Traveling Musical Families

singingfamilyIn fundy churches, the most common type of traveling musical family is the missionary family. The traveling family musical act is a mainstay of the fundamentalist missionary endeavor. If a missionary is to be a success on deputation and furlough he or his family must sing, play an instrument, and be able to quote John 3:16 in a foreign language. As a reward for doing these things (and not necessarily for doing them well) the missionary is then allowed to sell tapes and CDs of his family’s musical feats on the back table after the service.

There is another type of musical family that is modeled more along the lines of the von Trapp family. These are families with large numbers of children who consider traveling and performing to be their mission. It’s not easy get this act going for the simple reason that it requires having a large family. Two musical kids are hardly worth driving to see unless they’re really exceptional but by the time you’re up to seven musical children it’s a phenomenon, and twelve children barely have to have any musical talent at all to attract a crowd.

There are other costs to be considered too. Matching outfits for all those kids don’t come cheap. Not to mention the cost of transporting them from place to place. Thankfully, people are usually generous with their love offerings to musical acts.

In fact, missionaries are often thrilled to find out that a “big name” in the family musician trade is going to be present that week for the simple fact that they help boost the offerings. Man shall not live by flute solos alone.

Be sure to stop by the display table in the back.

(thanks to Don for bringing back many memories for this post.)

8 thoughts on “Traveling Musical Families”

  1. “If a missionary is to be success on deputation and furlough he or his family must sing, play an instrument, and be able to quote John 3:16 in a foreign language. As a reward for doing these things (and not necessarily for doing them well)…” Been there, done that. Sure glad those days are over.

  2. I’ve seen the kind of missionary family singers described here. But there is another facet of fundy family singers: gospel bluegrass and cowboy. I spent years in the music field, both music ministry and secular, particularly Cowboy Western (not country western). I’ve known tons of musical families, especially in bluegrass gospel. Somehow bluegrass appeals. It has amazed me how kids could learn those licks on guitar, banjo, mandolin and fiddle. A number of home school families did this, allowing them to school their kids and travel the country. Some have been…well, let’s say I wouldn’t book them to play my events. Others were awesome! This was in the 90’s and there seemed to be a real trend there. But very definitely fundy and often KJVO.

  3. Man, you’re totally mocking my family, aren’t you? Hah! Well, you aren’t wrong. Dad always jokes that we kids were the ones who REALLY raised support for us to go to the mission field, what with our singing and later modeling of Asian outfits. How many times people called us the “Von Schaefers!” Ugh!

  4. Isn’t it funny how times change? The dresses the younger girls are wearing would reap them major demerits at every Christian school I ever attended. Skirts had to go to the BOTTOM of the knee – but obviously not in that decade!

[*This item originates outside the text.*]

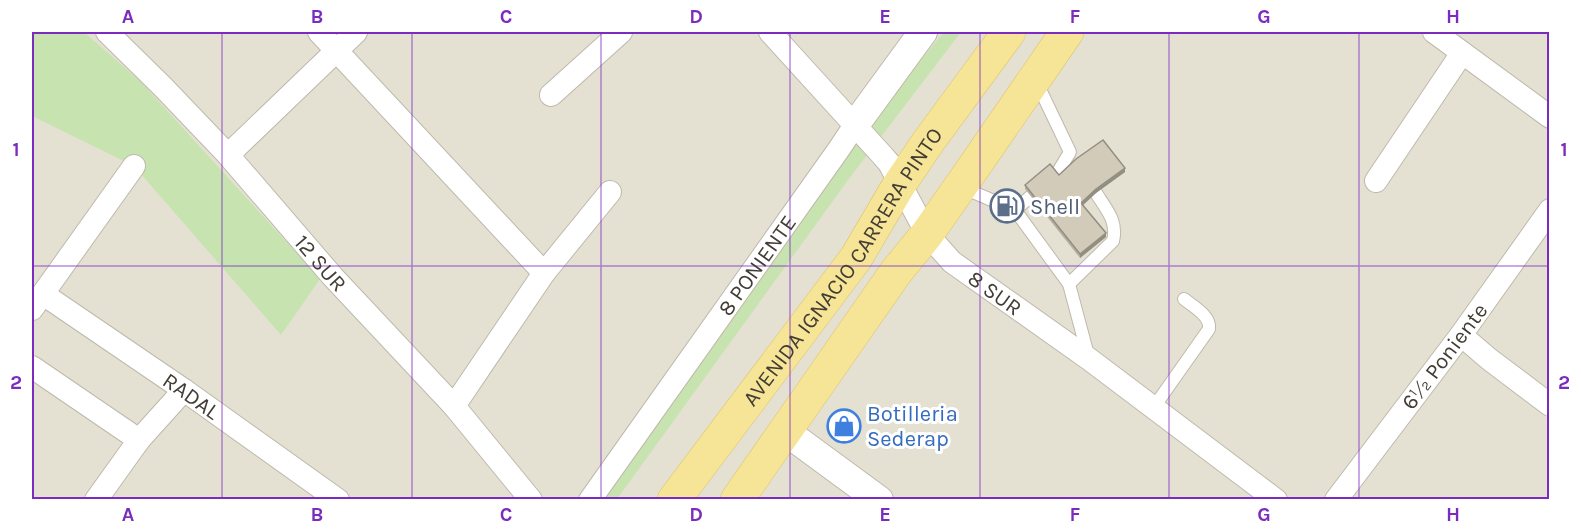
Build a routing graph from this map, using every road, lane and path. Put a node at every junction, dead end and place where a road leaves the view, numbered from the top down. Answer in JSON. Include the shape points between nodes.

  5. The Marshall Family! They visited our church every year. They had oh, I can’t remember something like 14 kids. And they all played strings. Bluegrass style. The had a following at our church on how to raise your kids. My mom who only had 9 kids worshiped Mrs Marshall and used all her discipline techniques. Nice family. Almost all girls and all their hair was past their waste or at their ankles, depending on how many years they had been growing it.

  6. I remember the Marshalls as well. They were through our church many times. It has to be admitted, those kids (especially the middle ones) could actually sing and play! Even though I don’t believe exactly that way anymore, hearing those voices brings back so many memories.

  7. As an MK from a family of 6 kids forced into singing on deputation even though none of us were musically inclined (and to be fair to our parents, forced because churches almost demanded it), I can honestly say that nothing in my life was more humiliating and dehumanizing as the awkward 2 minutes our missionary ditty took to perform.

    The worse was when my little brother (I’m first, he’s fourth) decided I wasn’t up to snuff, looked back at me, turned back to the mic in front of him, and started guffawing… in two churches in a row! Severe punishments ensued and he didn’t try it a third time.